What needs to be done: Copy all lines below that use the word "Coco".

Records contained in a dataset
+++

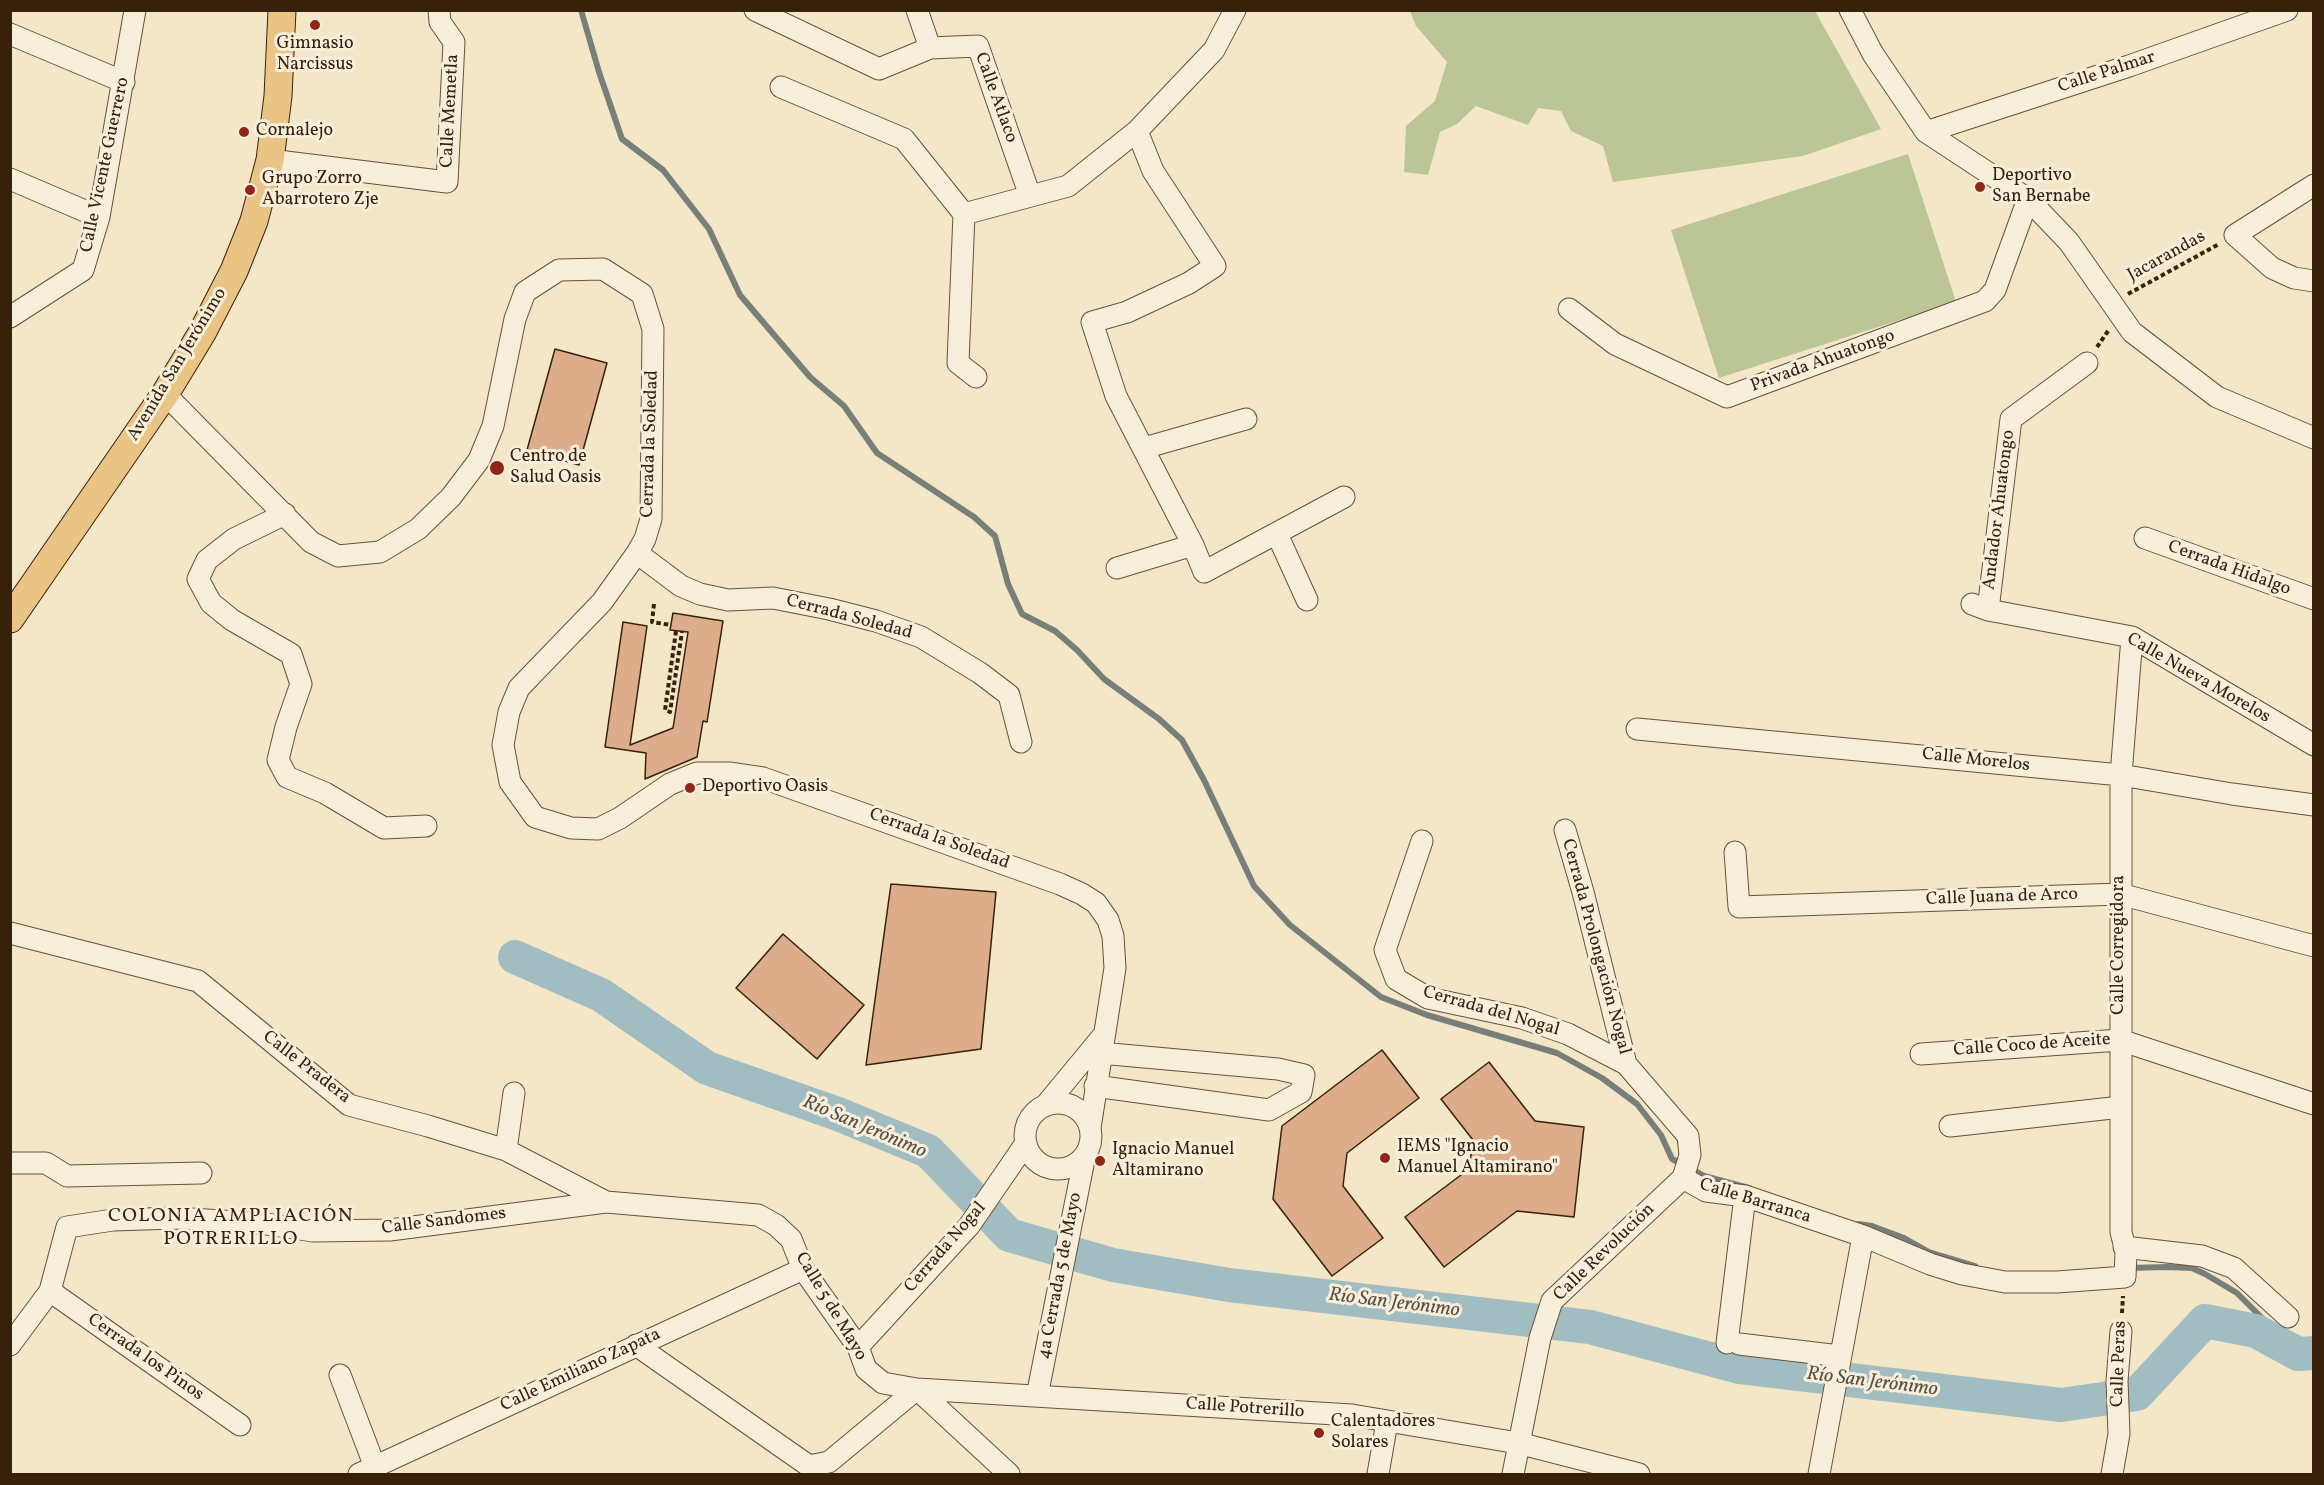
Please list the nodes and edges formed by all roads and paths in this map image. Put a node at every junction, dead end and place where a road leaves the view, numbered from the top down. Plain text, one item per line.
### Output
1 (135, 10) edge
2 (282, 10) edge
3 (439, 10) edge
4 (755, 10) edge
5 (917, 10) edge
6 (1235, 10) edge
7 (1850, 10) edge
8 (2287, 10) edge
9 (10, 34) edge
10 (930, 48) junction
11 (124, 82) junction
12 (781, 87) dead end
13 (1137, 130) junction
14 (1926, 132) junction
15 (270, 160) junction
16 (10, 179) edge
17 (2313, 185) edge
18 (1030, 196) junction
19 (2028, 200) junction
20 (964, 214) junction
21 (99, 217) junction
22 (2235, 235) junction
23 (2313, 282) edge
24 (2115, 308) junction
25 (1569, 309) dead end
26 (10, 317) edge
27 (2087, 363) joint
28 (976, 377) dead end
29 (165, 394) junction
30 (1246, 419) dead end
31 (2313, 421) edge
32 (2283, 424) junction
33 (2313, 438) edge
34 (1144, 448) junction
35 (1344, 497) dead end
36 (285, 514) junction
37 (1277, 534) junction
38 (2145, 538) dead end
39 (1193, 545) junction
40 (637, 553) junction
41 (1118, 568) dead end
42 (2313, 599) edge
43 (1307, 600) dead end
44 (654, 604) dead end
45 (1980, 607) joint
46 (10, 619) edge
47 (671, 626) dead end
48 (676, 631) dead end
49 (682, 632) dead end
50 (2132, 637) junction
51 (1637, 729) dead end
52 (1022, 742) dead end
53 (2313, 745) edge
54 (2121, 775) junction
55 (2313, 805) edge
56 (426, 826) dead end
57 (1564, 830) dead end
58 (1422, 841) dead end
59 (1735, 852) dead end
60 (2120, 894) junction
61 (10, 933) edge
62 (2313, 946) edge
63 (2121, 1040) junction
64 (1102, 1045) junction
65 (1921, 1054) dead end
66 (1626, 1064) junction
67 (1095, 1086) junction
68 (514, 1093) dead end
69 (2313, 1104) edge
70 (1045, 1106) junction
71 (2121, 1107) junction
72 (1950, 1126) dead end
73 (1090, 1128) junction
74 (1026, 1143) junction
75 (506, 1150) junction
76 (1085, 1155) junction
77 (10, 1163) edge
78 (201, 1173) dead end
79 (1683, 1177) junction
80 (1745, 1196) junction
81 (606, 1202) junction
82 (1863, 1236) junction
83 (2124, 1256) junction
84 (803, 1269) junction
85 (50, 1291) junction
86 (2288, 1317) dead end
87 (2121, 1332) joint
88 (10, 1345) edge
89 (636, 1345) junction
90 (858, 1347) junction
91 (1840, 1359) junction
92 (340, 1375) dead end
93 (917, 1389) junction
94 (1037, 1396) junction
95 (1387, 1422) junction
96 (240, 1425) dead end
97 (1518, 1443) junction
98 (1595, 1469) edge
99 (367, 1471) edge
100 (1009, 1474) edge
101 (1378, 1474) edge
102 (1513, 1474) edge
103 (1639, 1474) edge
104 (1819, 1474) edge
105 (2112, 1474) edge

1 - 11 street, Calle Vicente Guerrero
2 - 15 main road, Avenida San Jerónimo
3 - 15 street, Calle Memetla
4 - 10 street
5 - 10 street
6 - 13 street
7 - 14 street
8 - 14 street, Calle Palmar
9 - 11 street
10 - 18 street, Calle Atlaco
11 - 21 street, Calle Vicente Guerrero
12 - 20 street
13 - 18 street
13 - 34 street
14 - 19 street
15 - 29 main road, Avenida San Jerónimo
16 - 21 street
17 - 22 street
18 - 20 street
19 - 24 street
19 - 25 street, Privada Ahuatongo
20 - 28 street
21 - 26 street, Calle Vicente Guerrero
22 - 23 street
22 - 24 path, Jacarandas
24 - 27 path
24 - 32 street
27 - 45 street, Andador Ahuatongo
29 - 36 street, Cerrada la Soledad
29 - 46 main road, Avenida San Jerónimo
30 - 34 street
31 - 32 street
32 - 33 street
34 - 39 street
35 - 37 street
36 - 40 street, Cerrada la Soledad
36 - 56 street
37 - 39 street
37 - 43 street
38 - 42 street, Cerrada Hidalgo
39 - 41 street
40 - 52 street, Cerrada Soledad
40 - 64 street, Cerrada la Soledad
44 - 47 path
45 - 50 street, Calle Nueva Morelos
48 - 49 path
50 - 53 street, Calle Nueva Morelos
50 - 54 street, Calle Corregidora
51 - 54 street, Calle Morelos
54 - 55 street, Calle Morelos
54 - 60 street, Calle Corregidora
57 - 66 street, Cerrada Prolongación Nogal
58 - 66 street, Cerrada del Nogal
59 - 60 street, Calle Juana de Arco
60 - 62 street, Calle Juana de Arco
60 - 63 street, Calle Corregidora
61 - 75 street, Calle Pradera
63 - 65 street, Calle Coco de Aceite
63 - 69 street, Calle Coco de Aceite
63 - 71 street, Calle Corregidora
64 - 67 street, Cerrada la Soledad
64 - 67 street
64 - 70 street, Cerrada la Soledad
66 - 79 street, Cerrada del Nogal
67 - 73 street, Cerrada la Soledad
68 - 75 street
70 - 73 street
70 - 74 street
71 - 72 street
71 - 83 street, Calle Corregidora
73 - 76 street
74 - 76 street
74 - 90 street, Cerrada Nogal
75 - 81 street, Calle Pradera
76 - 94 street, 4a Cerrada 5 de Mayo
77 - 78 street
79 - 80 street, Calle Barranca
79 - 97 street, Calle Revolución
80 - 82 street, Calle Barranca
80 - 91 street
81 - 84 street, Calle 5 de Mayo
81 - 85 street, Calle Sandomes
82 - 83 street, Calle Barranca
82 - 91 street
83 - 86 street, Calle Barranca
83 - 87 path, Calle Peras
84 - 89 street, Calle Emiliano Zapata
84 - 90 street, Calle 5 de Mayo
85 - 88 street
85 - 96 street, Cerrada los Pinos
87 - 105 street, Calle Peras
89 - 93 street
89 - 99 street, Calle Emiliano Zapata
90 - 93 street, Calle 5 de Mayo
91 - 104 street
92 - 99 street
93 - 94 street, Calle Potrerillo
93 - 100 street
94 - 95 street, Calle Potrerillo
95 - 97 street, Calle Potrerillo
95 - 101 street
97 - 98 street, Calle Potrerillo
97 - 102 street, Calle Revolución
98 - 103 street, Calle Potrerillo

+++

Output of the exercise:
63 - 65 street, Calle Coco de Aceite
63 - 69 street, Calle Coco de Aceite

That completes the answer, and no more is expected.